[Entries taken from a collection]
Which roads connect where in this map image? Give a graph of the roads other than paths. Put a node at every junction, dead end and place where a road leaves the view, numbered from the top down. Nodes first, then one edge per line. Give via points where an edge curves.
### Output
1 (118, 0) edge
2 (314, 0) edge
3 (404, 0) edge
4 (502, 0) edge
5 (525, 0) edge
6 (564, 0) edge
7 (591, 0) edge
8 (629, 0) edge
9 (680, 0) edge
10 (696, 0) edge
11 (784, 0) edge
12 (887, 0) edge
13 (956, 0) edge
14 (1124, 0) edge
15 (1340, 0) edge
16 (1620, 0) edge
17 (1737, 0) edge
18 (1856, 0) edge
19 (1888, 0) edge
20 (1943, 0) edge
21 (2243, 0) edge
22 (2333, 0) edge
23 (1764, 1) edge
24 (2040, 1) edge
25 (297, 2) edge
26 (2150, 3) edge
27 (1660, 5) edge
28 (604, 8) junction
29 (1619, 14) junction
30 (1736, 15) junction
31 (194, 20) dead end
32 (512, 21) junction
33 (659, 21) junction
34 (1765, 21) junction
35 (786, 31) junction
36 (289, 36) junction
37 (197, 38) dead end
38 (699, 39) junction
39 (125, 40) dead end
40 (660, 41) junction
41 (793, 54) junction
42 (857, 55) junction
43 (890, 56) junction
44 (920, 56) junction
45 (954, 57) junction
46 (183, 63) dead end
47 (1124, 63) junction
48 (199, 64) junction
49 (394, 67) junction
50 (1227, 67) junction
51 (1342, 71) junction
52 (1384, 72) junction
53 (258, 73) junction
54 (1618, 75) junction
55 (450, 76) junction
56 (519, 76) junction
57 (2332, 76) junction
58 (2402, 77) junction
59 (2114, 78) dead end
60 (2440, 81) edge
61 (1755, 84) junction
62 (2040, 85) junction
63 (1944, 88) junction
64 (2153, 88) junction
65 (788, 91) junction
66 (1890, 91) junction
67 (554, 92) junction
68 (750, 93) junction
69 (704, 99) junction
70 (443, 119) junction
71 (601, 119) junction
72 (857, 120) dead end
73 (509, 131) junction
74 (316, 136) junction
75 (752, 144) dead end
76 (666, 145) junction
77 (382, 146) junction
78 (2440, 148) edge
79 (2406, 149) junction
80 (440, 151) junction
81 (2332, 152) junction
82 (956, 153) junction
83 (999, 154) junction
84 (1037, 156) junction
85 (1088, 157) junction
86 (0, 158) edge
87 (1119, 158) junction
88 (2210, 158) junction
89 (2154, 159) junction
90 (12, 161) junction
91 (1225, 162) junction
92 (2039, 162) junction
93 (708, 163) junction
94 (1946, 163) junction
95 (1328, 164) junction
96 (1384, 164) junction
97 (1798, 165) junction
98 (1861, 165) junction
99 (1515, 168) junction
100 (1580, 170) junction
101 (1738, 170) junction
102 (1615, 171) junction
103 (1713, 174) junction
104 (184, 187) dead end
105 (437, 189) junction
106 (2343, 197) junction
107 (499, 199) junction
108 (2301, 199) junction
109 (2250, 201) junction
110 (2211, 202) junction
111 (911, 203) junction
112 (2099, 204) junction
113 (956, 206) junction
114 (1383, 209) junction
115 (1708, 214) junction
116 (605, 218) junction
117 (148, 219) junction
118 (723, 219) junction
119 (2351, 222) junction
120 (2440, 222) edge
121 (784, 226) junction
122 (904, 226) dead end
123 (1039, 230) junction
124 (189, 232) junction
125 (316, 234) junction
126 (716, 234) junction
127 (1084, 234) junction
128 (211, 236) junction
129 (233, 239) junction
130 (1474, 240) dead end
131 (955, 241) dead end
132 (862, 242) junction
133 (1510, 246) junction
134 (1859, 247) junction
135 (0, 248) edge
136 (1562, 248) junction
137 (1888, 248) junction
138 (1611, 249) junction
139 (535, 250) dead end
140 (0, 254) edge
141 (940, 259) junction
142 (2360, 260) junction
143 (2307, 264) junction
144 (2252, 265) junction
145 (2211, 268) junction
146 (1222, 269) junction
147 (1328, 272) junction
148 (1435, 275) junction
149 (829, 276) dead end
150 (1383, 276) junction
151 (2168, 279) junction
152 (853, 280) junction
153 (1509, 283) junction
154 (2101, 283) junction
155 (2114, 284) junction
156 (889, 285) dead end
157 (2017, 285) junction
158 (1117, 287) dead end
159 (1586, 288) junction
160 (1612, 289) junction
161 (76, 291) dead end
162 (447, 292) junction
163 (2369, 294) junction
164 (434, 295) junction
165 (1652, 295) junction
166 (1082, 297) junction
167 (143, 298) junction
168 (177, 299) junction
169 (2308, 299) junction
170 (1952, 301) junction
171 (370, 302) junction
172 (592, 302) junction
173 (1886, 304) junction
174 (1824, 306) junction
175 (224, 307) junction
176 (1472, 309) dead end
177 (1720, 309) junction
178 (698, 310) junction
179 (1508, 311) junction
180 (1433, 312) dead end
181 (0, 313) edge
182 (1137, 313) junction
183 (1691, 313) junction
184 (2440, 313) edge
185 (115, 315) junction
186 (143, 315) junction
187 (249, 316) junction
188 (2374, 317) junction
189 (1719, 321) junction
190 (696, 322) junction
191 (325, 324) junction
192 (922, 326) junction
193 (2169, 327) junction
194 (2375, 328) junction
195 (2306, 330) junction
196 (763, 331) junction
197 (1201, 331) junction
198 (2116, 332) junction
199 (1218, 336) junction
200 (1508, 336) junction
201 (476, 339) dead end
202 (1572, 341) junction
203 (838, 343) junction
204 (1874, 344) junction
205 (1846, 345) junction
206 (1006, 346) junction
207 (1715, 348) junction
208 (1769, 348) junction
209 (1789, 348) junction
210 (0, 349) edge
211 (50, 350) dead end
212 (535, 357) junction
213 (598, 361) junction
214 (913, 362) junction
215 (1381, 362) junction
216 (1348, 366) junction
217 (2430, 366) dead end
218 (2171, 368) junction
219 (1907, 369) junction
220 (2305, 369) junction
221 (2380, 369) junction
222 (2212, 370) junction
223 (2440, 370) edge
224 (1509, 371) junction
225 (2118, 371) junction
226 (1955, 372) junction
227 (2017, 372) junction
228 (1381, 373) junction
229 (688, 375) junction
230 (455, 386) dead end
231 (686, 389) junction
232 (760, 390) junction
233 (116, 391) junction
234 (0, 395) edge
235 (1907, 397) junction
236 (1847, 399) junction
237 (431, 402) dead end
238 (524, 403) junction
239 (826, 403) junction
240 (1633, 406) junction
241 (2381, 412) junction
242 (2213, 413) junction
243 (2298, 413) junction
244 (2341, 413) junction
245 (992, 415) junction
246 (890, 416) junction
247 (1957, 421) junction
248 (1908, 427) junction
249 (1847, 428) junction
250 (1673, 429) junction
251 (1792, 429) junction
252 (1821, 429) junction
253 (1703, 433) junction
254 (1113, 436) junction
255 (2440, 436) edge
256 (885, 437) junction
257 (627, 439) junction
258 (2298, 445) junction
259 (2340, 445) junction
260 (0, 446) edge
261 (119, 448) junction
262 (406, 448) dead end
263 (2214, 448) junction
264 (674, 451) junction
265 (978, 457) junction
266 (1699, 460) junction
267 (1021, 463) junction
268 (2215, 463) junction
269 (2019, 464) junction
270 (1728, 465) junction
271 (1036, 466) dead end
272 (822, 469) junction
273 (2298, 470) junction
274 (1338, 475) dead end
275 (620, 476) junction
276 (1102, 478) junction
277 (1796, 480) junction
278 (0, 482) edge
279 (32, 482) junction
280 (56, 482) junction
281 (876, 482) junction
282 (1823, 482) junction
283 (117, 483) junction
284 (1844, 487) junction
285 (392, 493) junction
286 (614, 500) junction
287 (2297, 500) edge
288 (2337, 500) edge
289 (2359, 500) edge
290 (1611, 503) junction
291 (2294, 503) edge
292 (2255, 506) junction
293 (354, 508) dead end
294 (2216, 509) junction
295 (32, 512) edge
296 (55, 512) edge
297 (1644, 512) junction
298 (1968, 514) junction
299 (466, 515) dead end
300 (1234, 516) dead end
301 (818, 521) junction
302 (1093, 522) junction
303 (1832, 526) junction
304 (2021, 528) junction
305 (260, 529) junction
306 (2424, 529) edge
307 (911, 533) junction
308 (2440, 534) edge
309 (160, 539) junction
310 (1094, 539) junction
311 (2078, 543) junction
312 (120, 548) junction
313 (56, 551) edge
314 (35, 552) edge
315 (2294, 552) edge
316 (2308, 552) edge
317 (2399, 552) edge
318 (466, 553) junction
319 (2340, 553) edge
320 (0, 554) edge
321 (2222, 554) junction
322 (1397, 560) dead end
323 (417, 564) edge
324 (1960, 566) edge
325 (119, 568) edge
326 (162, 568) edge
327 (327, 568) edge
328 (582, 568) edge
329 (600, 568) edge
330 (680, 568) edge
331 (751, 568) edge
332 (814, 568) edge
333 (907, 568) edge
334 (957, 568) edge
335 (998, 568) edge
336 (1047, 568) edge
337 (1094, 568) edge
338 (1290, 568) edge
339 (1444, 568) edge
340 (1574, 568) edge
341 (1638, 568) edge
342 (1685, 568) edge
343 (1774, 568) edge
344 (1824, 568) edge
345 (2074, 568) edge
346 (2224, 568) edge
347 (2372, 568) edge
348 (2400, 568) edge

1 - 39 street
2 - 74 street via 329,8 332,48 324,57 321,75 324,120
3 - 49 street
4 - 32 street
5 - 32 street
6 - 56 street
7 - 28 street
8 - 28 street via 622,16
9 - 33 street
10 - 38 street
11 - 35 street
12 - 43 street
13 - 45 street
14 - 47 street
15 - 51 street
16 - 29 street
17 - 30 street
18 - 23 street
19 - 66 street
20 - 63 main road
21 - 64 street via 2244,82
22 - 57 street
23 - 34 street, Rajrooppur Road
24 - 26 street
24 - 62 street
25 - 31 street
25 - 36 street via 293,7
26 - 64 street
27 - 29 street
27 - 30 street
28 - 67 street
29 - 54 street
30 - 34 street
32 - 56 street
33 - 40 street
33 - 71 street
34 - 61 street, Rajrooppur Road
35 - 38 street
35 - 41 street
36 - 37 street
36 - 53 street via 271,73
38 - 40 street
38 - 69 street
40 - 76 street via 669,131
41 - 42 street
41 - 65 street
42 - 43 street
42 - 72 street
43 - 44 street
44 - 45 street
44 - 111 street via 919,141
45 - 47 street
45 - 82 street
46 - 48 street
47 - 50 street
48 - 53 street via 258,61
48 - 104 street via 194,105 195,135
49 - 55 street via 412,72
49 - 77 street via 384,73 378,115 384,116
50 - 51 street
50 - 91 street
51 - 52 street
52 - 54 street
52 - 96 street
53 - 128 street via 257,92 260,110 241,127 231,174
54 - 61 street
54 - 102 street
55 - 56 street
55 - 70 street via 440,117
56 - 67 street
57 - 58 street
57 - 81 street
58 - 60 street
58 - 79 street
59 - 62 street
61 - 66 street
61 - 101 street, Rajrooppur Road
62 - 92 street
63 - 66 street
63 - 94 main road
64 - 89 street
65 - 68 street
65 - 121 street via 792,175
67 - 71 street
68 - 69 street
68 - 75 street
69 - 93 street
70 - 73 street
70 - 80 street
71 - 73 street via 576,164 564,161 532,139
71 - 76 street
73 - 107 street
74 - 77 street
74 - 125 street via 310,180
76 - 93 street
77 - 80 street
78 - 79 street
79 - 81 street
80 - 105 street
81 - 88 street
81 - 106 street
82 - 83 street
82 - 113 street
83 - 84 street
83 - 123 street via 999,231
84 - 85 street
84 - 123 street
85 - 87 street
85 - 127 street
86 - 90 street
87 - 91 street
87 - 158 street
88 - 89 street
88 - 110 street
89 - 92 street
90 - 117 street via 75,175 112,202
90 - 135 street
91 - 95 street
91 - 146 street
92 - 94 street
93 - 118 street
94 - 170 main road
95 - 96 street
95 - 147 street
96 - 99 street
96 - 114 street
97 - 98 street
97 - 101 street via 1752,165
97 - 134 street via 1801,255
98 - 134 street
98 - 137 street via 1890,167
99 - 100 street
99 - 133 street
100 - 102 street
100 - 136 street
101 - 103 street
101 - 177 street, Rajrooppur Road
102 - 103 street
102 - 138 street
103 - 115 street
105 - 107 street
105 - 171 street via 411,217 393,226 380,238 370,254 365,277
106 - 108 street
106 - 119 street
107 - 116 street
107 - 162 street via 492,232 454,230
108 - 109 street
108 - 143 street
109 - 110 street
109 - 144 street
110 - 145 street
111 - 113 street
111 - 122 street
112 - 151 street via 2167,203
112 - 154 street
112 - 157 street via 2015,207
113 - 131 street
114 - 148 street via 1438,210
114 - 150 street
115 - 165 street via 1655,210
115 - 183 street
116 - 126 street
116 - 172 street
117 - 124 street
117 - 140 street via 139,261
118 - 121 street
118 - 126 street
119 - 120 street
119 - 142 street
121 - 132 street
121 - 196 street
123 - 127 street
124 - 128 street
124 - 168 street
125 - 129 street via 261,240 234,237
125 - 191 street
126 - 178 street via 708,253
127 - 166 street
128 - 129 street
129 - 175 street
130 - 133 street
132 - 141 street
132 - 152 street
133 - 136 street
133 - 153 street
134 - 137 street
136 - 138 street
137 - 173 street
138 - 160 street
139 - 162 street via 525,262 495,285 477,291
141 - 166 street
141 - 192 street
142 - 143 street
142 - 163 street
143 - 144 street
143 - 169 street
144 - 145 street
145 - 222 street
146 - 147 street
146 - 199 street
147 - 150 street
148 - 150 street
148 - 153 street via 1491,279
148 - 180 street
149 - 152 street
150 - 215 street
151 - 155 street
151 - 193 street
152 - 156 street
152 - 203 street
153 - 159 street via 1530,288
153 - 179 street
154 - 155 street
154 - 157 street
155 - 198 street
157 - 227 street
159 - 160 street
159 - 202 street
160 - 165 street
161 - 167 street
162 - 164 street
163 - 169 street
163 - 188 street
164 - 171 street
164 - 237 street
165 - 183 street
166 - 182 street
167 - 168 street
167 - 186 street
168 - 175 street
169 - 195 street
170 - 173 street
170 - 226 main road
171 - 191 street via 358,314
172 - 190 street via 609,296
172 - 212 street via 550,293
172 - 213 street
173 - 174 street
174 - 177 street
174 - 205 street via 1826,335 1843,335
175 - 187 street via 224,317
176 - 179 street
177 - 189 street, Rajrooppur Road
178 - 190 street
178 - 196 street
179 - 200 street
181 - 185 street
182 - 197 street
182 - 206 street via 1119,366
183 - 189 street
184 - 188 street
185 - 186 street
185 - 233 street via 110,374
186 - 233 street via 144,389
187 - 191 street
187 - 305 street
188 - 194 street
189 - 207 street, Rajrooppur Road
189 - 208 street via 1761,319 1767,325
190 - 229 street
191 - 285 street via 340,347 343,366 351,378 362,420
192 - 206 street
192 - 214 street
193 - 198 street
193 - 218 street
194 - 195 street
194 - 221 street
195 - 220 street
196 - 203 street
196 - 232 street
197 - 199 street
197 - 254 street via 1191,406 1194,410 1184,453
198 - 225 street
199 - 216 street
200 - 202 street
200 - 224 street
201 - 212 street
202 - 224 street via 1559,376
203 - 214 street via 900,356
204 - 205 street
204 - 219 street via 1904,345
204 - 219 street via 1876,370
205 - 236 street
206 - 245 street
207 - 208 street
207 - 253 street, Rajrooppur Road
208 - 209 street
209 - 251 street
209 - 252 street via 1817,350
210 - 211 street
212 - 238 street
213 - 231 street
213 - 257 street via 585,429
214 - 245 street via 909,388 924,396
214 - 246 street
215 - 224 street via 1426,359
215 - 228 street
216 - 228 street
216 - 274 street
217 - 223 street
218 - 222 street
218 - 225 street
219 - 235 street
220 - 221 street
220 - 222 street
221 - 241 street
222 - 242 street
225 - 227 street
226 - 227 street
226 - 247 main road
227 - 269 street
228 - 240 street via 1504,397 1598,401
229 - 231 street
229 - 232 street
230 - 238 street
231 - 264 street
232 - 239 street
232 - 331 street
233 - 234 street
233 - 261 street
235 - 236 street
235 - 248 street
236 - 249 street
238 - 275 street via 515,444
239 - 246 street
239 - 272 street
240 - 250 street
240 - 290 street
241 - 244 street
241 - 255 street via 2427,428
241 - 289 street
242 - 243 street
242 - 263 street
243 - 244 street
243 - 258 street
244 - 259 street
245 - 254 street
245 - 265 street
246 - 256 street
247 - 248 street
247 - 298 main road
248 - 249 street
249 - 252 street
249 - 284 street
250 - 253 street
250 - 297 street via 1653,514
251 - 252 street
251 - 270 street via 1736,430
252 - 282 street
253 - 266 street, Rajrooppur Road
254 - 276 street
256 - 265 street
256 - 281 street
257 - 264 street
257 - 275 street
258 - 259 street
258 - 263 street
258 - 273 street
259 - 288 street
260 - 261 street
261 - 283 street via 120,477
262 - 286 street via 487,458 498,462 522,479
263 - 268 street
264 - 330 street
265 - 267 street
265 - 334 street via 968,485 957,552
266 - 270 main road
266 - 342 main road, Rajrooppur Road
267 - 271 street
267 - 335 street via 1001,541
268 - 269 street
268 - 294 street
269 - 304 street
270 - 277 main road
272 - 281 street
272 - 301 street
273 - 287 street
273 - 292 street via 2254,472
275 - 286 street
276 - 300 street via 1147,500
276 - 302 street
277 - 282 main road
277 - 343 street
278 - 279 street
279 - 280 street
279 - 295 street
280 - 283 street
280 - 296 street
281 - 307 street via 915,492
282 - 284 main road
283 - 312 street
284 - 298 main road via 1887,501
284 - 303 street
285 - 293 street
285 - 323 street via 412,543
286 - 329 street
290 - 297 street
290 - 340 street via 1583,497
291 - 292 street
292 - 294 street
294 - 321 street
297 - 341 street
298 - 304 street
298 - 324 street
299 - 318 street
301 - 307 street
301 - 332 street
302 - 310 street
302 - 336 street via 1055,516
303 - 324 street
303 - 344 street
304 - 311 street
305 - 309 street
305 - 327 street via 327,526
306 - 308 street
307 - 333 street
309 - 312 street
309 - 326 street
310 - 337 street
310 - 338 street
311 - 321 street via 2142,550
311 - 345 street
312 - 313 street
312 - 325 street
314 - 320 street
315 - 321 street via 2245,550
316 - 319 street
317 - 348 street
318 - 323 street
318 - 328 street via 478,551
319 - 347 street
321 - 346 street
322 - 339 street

## PROBLEM REQUIREMENTS
Read through the records above and copy the lines that contain "Rajrooppur".

## TASK ANSWER
23 - 34 street, Rajrooppur Road
34 - 61 street, Rajrooppur Road
61 - 101 street, Rajrooppur Road
101 - 177 street, Rajrooppur Road
177 - 189 street, Rajrooppur Road
189 - 207 street, Rajrooppur Road
207 - 253 street, Rajrooppur Road
253 - 266 street, Rajrooppur Road
266 - 342 main road, Rajrooppur Road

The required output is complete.